TASK DETAILS: What lines of the material below include the string "roads"? Copy all of them.

----------------

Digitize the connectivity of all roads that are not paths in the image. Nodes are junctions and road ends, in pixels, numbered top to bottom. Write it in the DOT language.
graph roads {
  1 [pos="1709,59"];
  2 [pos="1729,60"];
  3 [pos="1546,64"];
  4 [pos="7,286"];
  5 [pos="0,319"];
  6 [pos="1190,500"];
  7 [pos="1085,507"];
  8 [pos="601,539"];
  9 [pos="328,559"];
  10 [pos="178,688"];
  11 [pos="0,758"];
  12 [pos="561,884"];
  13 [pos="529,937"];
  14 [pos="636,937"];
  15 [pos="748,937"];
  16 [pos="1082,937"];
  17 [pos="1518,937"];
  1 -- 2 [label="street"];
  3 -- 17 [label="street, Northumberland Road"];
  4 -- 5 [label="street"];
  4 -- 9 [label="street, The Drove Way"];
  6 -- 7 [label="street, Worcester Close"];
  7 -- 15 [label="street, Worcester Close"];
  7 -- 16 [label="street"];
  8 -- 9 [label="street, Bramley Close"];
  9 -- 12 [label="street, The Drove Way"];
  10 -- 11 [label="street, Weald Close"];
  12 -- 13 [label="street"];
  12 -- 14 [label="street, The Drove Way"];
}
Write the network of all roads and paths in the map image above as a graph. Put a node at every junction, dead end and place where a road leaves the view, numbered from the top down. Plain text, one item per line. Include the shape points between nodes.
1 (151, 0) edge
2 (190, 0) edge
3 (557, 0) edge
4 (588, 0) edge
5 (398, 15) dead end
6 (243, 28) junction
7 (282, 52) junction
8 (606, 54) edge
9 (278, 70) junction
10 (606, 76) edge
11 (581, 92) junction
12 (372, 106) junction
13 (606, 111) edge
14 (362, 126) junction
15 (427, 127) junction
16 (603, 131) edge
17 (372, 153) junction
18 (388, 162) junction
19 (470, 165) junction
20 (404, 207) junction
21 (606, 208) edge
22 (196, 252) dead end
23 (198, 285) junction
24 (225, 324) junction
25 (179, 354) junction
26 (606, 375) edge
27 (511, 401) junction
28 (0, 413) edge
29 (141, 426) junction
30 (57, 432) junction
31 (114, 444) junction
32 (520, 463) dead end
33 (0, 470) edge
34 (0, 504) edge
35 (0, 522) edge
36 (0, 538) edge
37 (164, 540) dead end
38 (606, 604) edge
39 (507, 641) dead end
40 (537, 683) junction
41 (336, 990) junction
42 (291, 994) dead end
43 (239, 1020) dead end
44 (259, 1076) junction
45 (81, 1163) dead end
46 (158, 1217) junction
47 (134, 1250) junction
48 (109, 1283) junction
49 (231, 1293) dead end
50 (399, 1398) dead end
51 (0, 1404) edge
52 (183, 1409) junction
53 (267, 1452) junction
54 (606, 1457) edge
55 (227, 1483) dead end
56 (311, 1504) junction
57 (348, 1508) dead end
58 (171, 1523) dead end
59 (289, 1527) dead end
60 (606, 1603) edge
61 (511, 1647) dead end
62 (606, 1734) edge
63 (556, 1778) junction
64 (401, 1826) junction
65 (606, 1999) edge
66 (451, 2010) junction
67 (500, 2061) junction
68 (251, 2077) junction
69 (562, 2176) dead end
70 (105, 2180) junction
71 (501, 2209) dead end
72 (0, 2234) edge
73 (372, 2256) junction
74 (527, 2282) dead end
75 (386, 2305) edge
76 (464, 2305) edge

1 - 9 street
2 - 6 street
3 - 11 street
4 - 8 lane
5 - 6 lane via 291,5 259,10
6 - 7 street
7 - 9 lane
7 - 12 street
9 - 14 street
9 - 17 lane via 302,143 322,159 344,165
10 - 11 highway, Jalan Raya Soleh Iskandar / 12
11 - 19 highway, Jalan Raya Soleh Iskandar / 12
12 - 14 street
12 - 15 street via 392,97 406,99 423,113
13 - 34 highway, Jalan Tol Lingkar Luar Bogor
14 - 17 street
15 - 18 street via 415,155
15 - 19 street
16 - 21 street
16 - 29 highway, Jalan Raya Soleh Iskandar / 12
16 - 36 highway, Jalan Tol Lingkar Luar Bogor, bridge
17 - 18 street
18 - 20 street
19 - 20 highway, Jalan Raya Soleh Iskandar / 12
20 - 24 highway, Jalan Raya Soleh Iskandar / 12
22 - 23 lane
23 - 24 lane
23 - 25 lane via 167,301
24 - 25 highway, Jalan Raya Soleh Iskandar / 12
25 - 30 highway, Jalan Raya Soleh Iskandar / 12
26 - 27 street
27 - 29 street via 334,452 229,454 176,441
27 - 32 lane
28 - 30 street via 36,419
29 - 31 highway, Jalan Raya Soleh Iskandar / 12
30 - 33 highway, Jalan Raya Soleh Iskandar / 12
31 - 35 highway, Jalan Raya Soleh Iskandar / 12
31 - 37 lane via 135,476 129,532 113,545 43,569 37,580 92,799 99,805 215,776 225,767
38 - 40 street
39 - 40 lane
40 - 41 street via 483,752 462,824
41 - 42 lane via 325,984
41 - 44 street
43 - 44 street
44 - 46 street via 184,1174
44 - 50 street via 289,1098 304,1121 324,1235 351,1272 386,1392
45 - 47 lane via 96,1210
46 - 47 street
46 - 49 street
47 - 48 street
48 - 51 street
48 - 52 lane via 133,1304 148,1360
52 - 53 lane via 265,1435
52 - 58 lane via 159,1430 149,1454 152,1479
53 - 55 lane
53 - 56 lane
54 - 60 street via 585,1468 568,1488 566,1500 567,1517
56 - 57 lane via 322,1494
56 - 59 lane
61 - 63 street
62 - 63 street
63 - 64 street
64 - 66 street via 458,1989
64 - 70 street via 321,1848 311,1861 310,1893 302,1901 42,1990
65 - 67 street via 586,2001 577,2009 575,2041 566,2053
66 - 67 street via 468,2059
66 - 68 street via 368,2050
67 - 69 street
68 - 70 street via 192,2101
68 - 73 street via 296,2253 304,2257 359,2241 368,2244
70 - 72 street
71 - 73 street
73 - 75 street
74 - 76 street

----------------

TASK OUTPUT:
Digitize the connectivity of all roads that are not paths in the image. Nodes are junctions and road ends, in pixels, numbered top to bottom. Write it in the DOT language.
graph roads {
Write the network of all roads and paths in the map image above as a graph. Put a node at every junction, dead end and place where a road leaves the view, numbered from the top down. Plain text, one item per line. Include the shape points between nodes.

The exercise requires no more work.